__Collected data entries__:
:::::

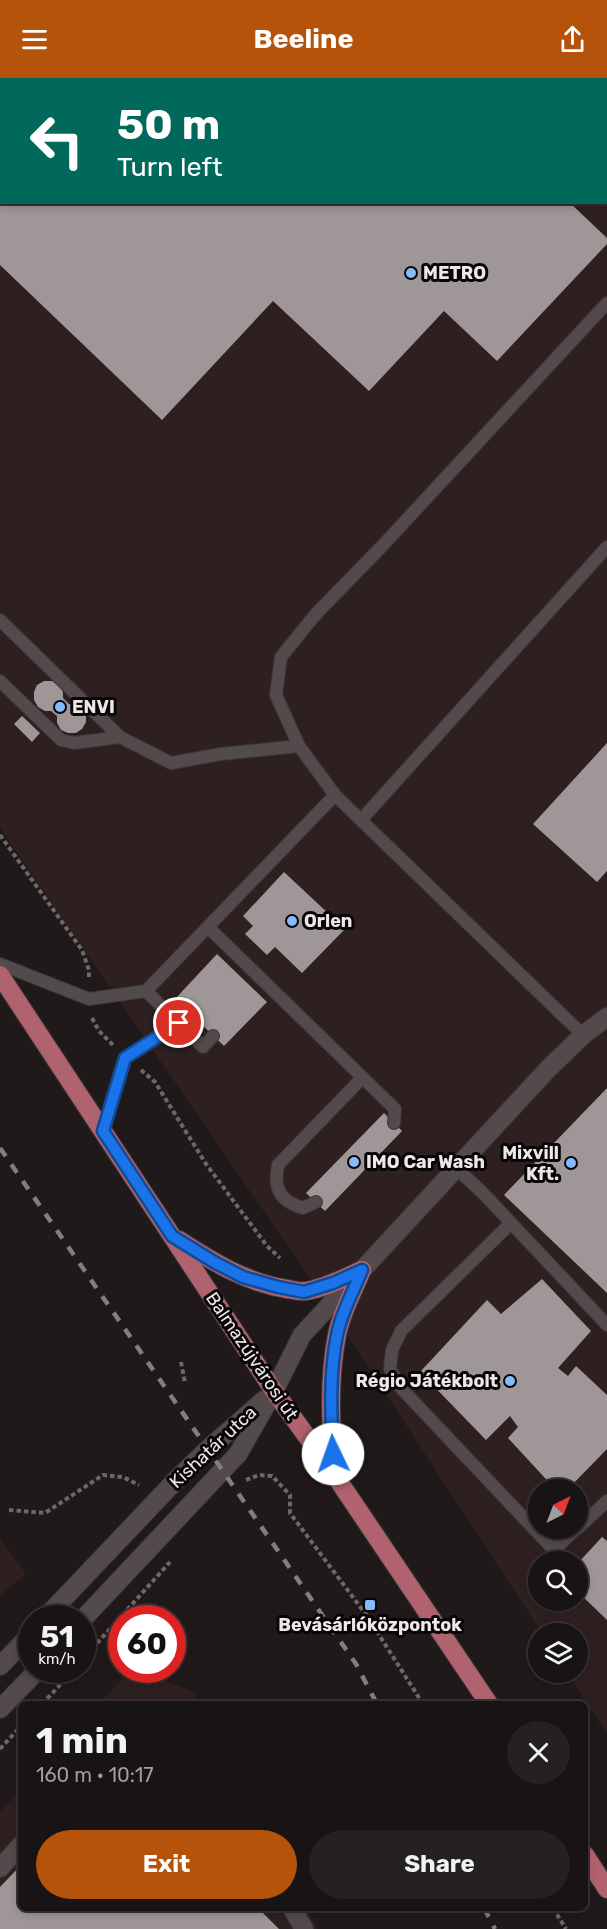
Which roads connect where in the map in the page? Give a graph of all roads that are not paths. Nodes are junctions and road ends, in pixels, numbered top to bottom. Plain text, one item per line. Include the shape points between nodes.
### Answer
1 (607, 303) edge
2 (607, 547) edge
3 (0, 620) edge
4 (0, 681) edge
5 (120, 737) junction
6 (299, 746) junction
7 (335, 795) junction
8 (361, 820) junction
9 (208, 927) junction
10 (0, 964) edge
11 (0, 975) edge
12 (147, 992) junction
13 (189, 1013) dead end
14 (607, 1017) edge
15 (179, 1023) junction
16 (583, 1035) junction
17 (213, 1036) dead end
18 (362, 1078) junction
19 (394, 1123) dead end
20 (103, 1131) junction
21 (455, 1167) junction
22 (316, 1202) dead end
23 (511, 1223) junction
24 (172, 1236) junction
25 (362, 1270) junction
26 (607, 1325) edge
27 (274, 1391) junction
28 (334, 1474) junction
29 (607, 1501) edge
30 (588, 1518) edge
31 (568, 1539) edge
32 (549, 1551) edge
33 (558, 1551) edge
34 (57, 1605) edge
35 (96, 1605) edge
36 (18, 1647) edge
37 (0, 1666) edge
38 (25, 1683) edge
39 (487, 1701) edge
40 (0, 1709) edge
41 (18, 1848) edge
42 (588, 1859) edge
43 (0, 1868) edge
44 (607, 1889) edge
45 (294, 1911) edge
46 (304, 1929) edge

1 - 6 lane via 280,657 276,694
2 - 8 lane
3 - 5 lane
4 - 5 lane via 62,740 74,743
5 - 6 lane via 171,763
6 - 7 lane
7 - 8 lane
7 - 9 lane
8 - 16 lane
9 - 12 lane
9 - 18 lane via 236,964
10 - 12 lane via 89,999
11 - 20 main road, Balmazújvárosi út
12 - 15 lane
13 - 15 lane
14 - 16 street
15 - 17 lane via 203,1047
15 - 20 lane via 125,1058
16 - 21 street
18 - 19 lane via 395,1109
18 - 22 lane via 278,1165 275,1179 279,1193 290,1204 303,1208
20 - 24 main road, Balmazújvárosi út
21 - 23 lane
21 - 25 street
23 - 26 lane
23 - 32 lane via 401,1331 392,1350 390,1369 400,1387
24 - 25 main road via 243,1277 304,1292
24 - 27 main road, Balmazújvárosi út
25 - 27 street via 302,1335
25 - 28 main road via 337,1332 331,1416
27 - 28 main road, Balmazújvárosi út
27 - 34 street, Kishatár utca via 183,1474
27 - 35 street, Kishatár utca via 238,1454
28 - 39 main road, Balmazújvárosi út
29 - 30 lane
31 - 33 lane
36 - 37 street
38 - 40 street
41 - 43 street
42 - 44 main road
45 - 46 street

:::::

Only lines with the word "dead" are wanted; pull each of them from the records.

13 (189, 1013) dead end
17 (213, 1036) dead end
19 (394, 1123) dead end
22 (316, 1202) dead end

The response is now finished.